The next problem was how to fetch ’em. The shell provides only character interface (no graphics) so I could not fire off FireFox/Linux. There is the ftp command line client for ftp transfers but these files are downloaded via http. Then I recalled our good friend Lynx. Lynx is a character-based web browser that runs on everything from Linux to DOS. Like the good nerd-heads they are, the guys at DreamHost had it installed.

So I fire off PuTTY, log in to my SSH account and fire off Lynx with the site’s URL and start browsing. Character-based browsing isn’t the easiest thing in the world since most sites are optimized for graphical presentation. This particular site’s download page was simply a list of titles and URLs so it wasn’t too difficult. Then an easier method dawned on me.
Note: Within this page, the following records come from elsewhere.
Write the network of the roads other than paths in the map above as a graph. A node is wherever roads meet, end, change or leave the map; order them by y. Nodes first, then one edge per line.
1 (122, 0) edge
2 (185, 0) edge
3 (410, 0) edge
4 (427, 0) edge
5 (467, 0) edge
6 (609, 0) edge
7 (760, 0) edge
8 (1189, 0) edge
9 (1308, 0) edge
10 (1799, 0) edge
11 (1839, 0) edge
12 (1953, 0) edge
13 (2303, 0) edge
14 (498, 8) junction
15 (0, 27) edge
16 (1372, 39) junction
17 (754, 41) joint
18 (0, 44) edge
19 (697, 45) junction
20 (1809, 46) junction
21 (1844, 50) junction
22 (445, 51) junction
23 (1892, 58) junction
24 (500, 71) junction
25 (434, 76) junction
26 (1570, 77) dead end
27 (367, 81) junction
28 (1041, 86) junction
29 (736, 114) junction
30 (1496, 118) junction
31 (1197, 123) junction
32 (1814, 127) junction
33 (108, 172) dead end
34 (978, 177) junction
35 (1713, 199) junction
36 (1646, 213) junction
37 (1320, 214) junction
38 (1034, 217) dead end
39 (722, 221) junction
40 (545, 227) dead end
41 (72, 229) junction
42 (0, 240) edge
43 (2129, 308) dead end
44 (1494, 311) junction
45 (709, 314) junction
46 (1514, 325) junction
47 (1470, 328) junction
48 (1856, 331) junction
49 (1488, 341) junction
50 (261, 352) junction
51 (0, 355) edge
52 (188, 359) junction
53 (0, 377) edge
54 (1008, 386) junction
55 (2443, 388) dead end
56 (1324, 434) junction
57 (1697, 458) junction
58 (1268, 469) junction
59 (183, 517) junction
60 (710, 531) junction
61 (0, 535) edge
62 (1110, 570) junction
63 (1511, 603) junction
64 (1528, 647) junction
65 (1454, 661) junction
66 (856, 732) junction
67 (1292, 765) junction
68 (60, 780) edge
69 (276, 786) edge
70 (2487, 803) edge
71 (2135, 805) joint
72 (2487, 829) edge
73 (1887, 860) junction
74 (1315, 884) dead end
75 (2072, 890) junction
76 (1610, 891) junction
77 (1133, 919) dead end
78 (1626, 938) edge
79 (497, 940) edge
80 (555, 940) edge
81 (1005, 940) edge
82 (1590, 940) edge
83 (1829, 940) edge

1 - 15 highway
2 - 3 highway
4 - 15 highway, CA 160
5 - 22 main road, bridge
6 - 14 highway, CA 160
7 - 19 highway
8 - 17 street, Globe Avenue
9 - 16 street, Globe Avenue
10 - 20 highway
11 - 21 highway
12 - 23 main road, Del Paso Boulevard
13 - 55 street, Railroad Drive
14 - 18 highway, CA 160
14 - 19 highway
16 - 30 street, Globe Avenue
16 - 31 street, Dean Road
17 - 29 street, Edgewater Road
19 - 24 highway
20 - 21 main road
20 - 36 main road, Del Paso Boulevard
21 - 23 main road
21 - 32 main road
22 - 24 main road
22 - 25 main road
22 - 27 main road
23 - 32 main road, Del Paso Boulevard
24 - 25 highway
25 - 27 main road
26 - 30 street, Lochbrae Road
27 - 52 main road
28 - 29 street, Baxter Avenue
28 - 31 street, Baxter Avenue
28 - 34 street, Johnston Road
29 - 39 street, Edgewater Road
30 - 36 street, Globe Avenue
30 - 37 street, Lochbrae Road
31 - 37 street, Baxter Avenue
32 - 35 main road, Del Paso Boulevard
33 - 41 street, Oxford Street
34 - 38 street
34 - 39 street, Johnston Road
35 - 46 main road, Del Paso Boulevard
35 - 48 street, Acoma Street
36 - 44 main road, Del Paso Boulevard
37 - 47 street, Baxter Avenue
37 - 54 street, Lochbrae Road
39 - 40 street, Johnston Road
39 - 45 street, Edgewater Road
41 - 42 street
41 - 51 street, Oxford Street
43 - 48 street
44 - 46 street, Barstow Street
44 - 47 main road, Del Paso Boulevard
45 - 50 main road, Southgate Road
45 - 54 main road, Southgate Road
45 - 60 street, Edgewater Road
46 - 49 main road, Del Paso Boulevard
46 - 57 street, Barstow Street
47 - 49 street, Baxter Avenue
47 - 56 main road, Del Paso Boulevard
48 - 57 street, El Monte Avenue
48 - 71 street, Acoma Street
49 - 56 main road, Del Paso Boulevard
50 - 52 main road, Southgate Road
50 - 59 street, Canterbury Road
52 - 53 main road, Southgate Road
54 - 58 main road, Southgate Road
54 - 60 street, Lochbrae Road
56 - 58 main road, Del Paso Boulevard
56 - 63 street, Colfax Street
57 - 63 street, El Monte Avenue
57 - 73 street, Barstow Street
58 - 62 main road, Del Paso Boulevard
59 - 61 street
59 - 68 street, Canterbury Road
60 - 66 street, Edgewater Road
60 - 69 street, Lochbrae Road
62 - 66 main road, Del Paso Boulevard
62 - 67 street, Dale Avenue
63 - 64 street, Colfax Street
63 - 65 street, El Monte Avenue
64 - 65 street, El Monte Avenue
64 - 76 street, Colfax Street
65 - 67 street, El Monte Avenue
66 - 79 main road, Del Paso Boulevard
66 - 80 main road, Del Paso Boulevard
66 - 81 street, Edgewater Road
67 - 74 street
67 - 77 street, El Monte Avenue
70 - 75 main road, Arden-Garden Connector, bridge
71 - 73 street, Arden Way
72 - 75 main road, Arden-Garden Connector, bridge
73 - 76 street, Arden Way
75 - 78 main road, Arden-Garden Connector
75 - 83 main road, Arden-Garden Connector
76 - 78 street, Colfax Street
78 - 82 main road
Get the URL from FireFox and paste it into the PuTTY screen to invoke Lynx on the download URL directly. In FireFox, right click on the link and select “copy URL location”. In PuTTY at the shell command prompt, type “lynx ” (note the space) and then right click. The clipboard is automatically pasted. Hit return and yer off. Works like a champ.

Now the vision of the future. File transfers at 1000mb/sec or faster, depending on their network load. Watching a 4mb file come over in just a couple of seconds. Watching a 200mb file come over in a couple of minutes. Wow! I’m green with envy at those guys at DreamHost that get to sit there and browse at OC3 or better speeds!

The only problem I ran into was that some cheap-sh*t hosting companies throttle their client’s output. One book I grabbed was throttled down to 75kBps. Not even enough to fill up an entry level DSL connection. Oh well. That too will change.

This peek into the future has me salivating. Just imagine a gigabit connection to your home! It’ll almost surely be fiber, of course, and it may take 10 years to happen. Or not.

Of course, I’ll never see that up here in God’s Country. Why is life always a tradeoff. Live in a sh*t-hole city and have broadband or live on the right hand of God and suffer dial-up. I guess that He figured that our heads would explode if we had too much goodness :-)

John, yer correspondent on the information rutted cow trail.